I have been thinking more about yesterday's post, and wish to add a few things. One is that I am not claiming that people who attend the EF are necessarily more likely to do good works or support charitable organisations than people who attend the OF. Rather my contention is that they are likely to support different types of charities. In the OF, many support CAFOD, and Amnesty International (in support of the whole Justice and Peace agenda) as well as excellent organisations such as the SVP.
CAFOD and AI (who are now actively pro-abortion) are problematic from a Table d’Hôte point of view. But they are socially acceptable and much-lauded by OF people. EF people are more likely to support specifically pro-Life organisations, in their caring, educational and political work, as well as excellent organisations such as the SVP.
The second point on which I wish to elaborate is that the horizontal (community) focus of the OF can and does lead to real problems, at least from a Table d’Hôte point of view. Many innovations are introduced that are clearly contrary to the law of the Church, and yet because people like them and priests feel that pastoral sensitivity trumps the law of the Church (or in some cases because they fear that to follow the law would lose them their flocks) they continue. That simply does not happen in the EF (though I am not saying it is not prone to other problems - but hey are problems less in keeping with the dominant trends in society, and therefore less of a serious risk on a large scale). If my assumption of intrinsic links between right prayer, right belief and right action is correct, that is clearly problematic.

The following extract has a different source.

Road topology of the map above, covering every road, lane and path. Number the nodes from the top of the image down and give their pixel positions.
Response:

Finally, there is a different disposition fostered by each. The OF is the Easter People orientation. The EF is the Church Militant. I think of this in terms of the Mysteries of the Rosary. The OF seems to focus predominantly on the Glorious Mysteries: the Resurrection and the Descent of the Holy Spirit; the Sorrowful Mysteries are in the dim and distant past. The EF sees that we are still living in this vale of tears: that our joys (as Our Lady’s) and our luminous insights are shot through with the prescience of the Passion, and that, whilst we are indeed confident of Our Lord’s victory over sin and death, we are not complacent about our own. Again, I think these perspectives may influence how we engage with the great evils of our time: the Church Militant sees that fighting is our job.
4 comments:
Here I am again, in a more appropriate medium...

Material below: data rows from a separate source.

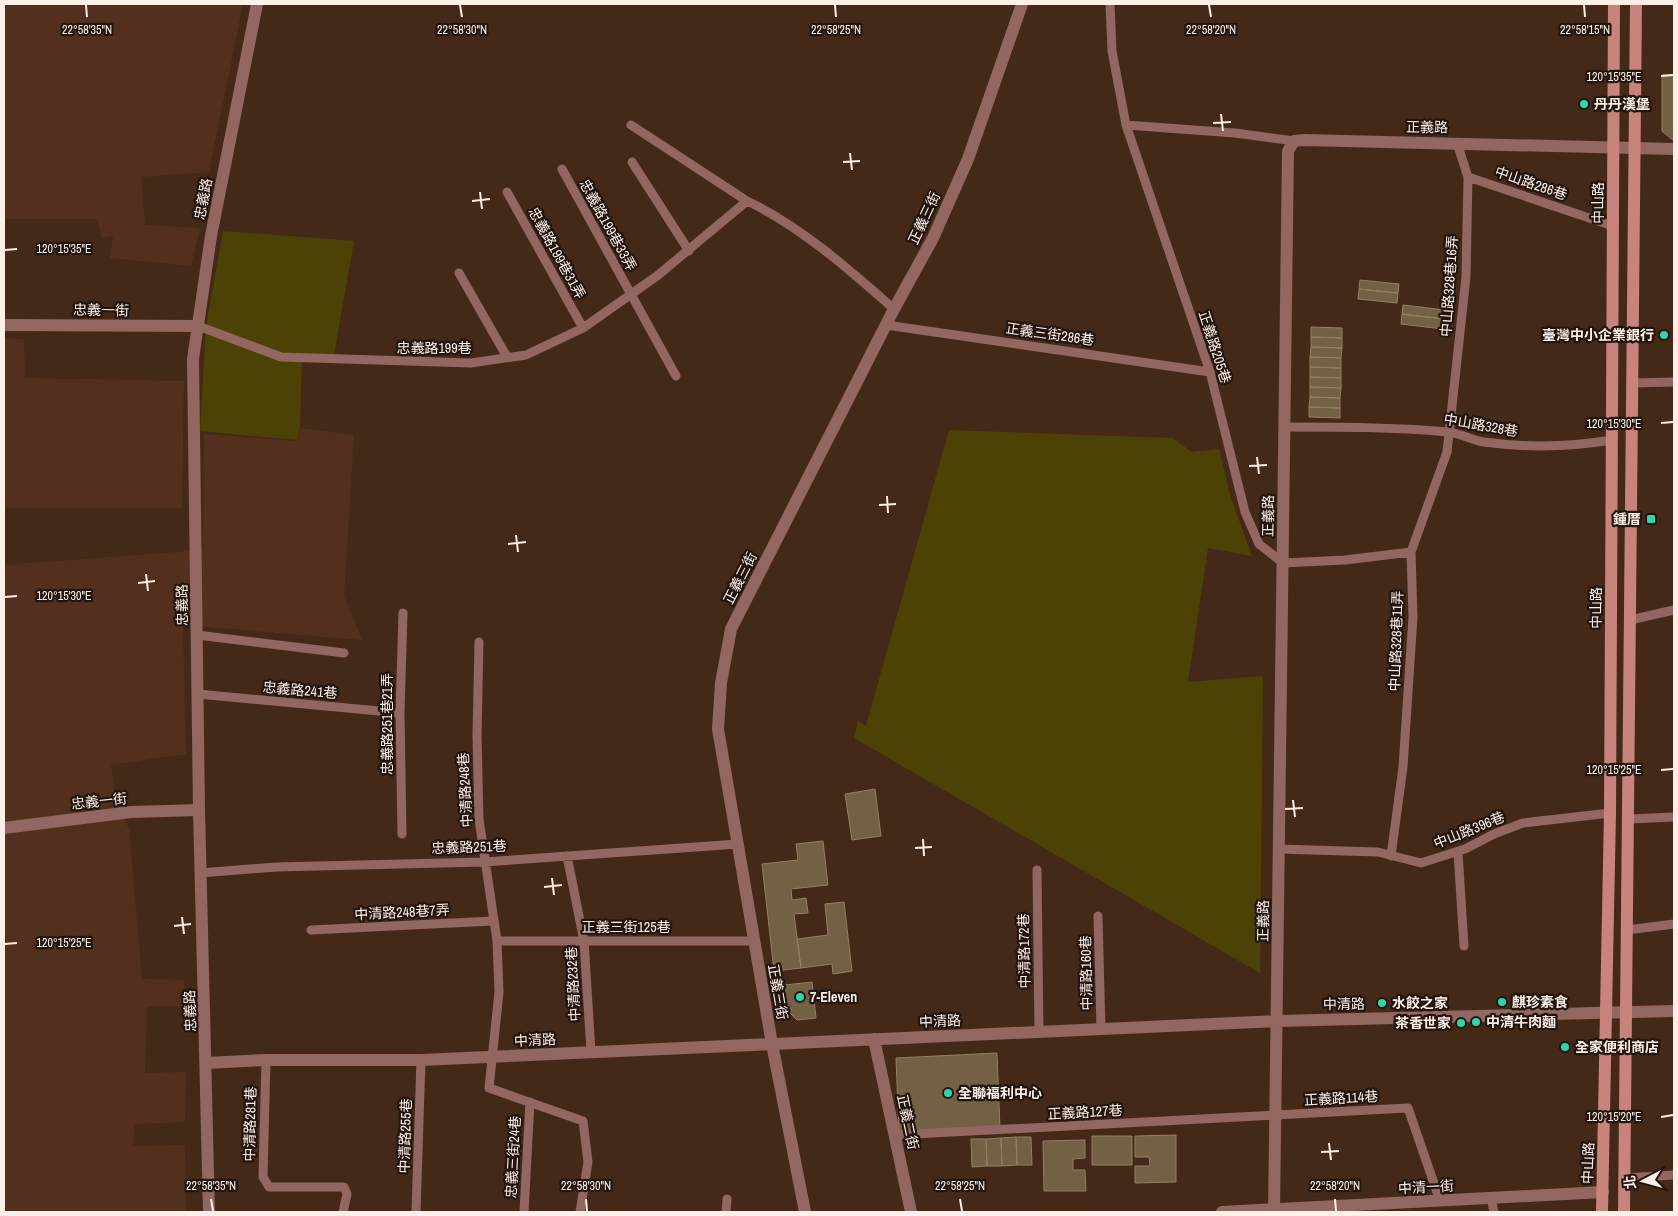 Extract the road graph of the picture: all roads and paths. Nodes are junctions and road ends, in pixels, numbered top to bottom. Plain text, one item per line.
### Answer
1 (257, 4) edge
2 (1022, 4) edge
3 (1110, 4) edge
4 (1614, 4) edge
5 (1636, 4) edge
6 (1126, 125) junction
7 (631, 126) dead end
8 (1294, 142) junction
9 (1457, 143) junction
10 (1613, 147) junction
11 (1634, 148) junction
12 (1674, 149) edge
13 (632, 162) dead end
14 (562, 169) dead end
15 (1468, 177) junction
16 (507, 192) dead end
17 (747, 201) junction
18 (1613, 226) junction
19 (689, 251) junction
20 (459, 273) dead end
21 (630, 294) junction
22 (894, 309) junction
23 (4, 325) edge
24 (886, 325) junction
25 (198, 326) junction
26 (583, 328) junction
27 (507, 356) junction
28 (1210, 372) junction
29 (676, 376) dead end
30 (1674, 382) edge
31 (1632, 383) junction
32 (1284, 427) junction
33 (1450, 432) junction
34 (1612, 440) junction
35 (1411, 552) junction
36 (1283, 563) junction
37 (1674, 610) edge
38 (403, 613) dead end
39 (1630, 620) junction
40 (197, 635) junction
41 (479, 642) dead end
42 (344, 653) dead end
43 (198, 694) junction
44 (400, 713) junction
45 (199, 810) junction
46 (1610, 813) junction
47 (1674, 817) edge
48 (1629, 819) junction
49 (4, 828) edge
50 (402, 834) dead end
51 (738, 844) junction
52 (1279, 849) junction
53 (1458, 852) junction
54 (567, 856) junction
55 (1391, 856) junction
56 (484, 862) junction
57 (1037, 870) dead end
58 (200, 873) junction
59 (1098, 916) dead end
60 (493, 922) junction
61 (1674, 924) edge
62 (311, 930) dead end
63 (1627, 930) junction
64 (497, 941) junction
65 (584, 941) junction
66 (754, 941) junction
67 (1464, 946) dead end
68 (1608, 1012) junction
69 (1626, 1012) junction
70 (1674, 1012) edge
71 (1277, 1021) junction
72 (1101, 1029) junction
73 (1039, 1032) junction
74 (874, 1039) junction
75 (772, 1044) junction
76 (591, 1052) junction
77 (494, 1056) junction
78 (266, 1060) junction
79 (421, 1060) junction
80 (206, 1064) junction
81 (530, 1102) junction
82 (1276, 1116) junction
83 (895, 1135) junction
84 (1674, 1175) edge
85 (1625, 1178) junction
86 (1603, 1192) junction
87 (727, 1198) dead end
88 (1491, 1198) junction
89 (1440, 1201) junction
90 (1363, 1209) edge
91 (1274, 1211) edge
92 (209, 1212) edge
93 (343, 1212) edge
94 (416, 1212) edge
95 (524, 1212) edge
96 (580, 1212) edge
97 (726, 1212) edge
98 (805, 1212) edge
99 (911, 1212) edge
100 (1222, 1212) edge
101 (1494, 1212) edge
102 (1602, 1212) edge
103 (1624, 1212) edge

1 - 25 street, 忠義路
2 - 22 street, 正義三街
3 - 6 lane, 正義路205巷
4 - 10 main road, 中山路
5 - 11 main road
6 - 8 lane
6 - 28 lane, 正義路205巷
7 - 17 lane
8 - 9 street, 正義路
8 - 32 street, 正義路
9 - 10 street, 正義路
9 - 15 lane, 中山路328巷16弄
10 - 11 street, 正義路
10 - 18 main road, 中山路
11 - 12 street, 正義路
11 - 31 main road
13 - 19 lane
14 - 21 lane, 忠義路199巷33弄
15 - 18 lane, 中山路286巷
15 - 33 lane, 中山路328巷16弄
16 - 26 lane, 忠義路199巷31弄
17 - 19 lane, 忠義路199巷
17 - 22 lane
18 - 34 main road, 中山路
19 - 21 lane, 忠義路199巷
20 - 27 lane
21 - 26 lane, 忠義路199巷
21 - 29 lane, 忠義路199巷33弄
22 - 24 street, 正義三街
23 - 25 street, 忠義一街
24 - 28 lane, 正義三街286巷
24 - 51 street, 正義三街
25 - 27 lane, 忠義路199巷
25 - 40 street, 忠義路
26 - 27 lane, 忠義路199巷
28 - 36 lane, 正義路205巷
30 - 31 lane
31 - 39 main road
32 - 33 lane, 中山路328巷
32 - 36 street, 正義路
33 - 34 lane, 中山路328巷
33 - 35 lane, 中山路328巷11弄
34 - 46 main road, 中山路
35 - 36 lane
35 - 55 lane, 中山路328巷11弄
36 - 52 street, 正義路
37 - 39 lane
38 - 44 lane, 忠義路251巷21弄
39 - 48 main road
40 - 42 lane
40 - 43 street, 忠義路
41 - 56 lane, 中清路248巷
43 - 44 lane, 忠義路241巷
43 - 45 street, 忠義路
44 - 50 lane, 忠義路251巷21弄
45 - 49 street, 忠義一街
45 - 58 street, 忠義路
46 - 53 lane, 中山路396巷
46 - 68 main road, 中山路
47 - 48 lane
48 - 63 main road
51 - 54 lane, 忠義路251巷
51 - 66 street, 正義三街
52 - 55 lane, 中山路396巷
52 - 71 street, 正義路
53 - 55 lane, 中山路396巷
53 - 67 lane
54 - 56 lane, 忠義路251巷
54 - 65 lane, 中清路232巷
56 - 58 lane, 忠義路251巷
56 - 60 lane, 中清路248巷
57 - 73 lane, 中清路172巷
58 - 80 street, 忠義路
59 - 72 lane, 中清路160巷
60 - 62 lane, 中清路248巷7弄
60 - 64 lane, 中清路248巷
61 - 63 lane
63 - 69 main road
64 - 65 lane, 正義三街125巷
64 - 77 lane, 中清路248巷
65 - 66 lane, 正義三街125巷
65 - 76 lane, 中清路232巷
66 - 75 street, 正義三街
68 - 69 street, 中清路
68 - 71 street, 中清路
68 - 86 main road, 中山路
69 - 70 street, 中清路
69 - 85 main road
71 - 72 street, 中清路
71 - 82 street, 正義路
72 - 73 street, 中清路
73 - 74 street, 中清路
74 - 75 street, 中清路
74 - 83 street, 正義二街
75 - 76 street, 中清路
75 - 98 street, 正義三街
76 - 77 street, 中清路
77 - 79 street, 中清路
77 - 81 lane, 中清路248巷
78 - 79 street, 中清路
78 - 80 street, 中清路
78 - 93 lane, 中清路281巷
79 - 94 lane, 中清路255巷
80 - 92 street, 忠義路
81 - 95 lane, 忠義三街24巷
81 - 96 lane
82 - 83 lane, 正義路127巷
82 - 89 lane, 正義路114巷
82 - 91 street, 正義路
83 - 99 street, 正義二街
84 - 85 lane
85 - 103 main road
86 - 88 street, 中清一街
86 - 102 main road, 中山路
87 - 97 lane
88 - 89 street, 中清一街
88 - 101 lane
89 - 90 street, 中清一街
90 - 91 street, 中清一街
91 - 100 street, 中清一街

Very interesting: I think your point about 'lex orandi, lex credendi' is quite right, and the example of the LCWR very apposite - liturgy should not and cannot be seen as separate and distinct from the rest of Christian life. Two points: you appear to be drawing a distinction between 'EFers' and 'OFers' but I know, and I'm sure you do too, people who take a more 'pick-and-mix' approach and are equally happy at OF or EF - how would they fit into this? After all, not all OF masses are egregiously happy-clappy liturgical free-for-alls - I think in response to your analysis of the OF Mass, some would say it certainly has the *potential* for fostering unorthodoxy in the way you describe but it depends largely on the pre-existing attitudes and opinions of the laity and the willingness of the parish priest to indulge those attitudes/opinions. Bit of a chicken and egg situation, possibly.
In agreement, once again, and in particular with your reference to the 'vale of tears', which is what the world probably is for most of its inhabitants.

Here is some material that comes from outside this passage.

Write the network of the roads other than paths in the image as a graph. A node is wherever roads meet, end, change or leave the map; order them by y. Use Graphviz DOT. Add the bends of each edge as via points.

As to the OF style of music which I heard in England, I wouldn't tolerate it at a party, but would make my excuses and leave.
Megan
Thanks for this. Yes of course I'm oversimplifying for the sake of clarifying. We go regularly to OF and only get to EF twice a month at best. But I think the tendencies I've identified are reasonable to claim as tendencies.
I do think the very nature of the OF - and indeed the very fact of the radical change in worship in Catholicism between 1960-now - are contributory factors to the decline in adherence to orthodox belief. I also believe that had everything been perfect pre-1960 things would be very different now.
In parallel with the liturgical changes was the complete collapse of traditional Catholic education, which I don't think can be ascribed to the liturgical changes, and was also a major contributory factor to the current problems.
So it is complex, as you suggest.
This post I like a lot less than the preceding one.
It gives the impression that those who attend the EF are almost a separate church from those who attend the OF.
The fallacy is this: All the Catholics challenge the Church's teaching on life issues attend OF masses therefore the OF Mass itself nurtures these beliefs. That can't be true. In essence it's the same Mass, same sacrifice and same graces that flow. In fact OF masses are full of people who accept the Church's teachings.
In addition it's wrong to conflate liturgical abuses that may happen in some OF mases with the OF itself.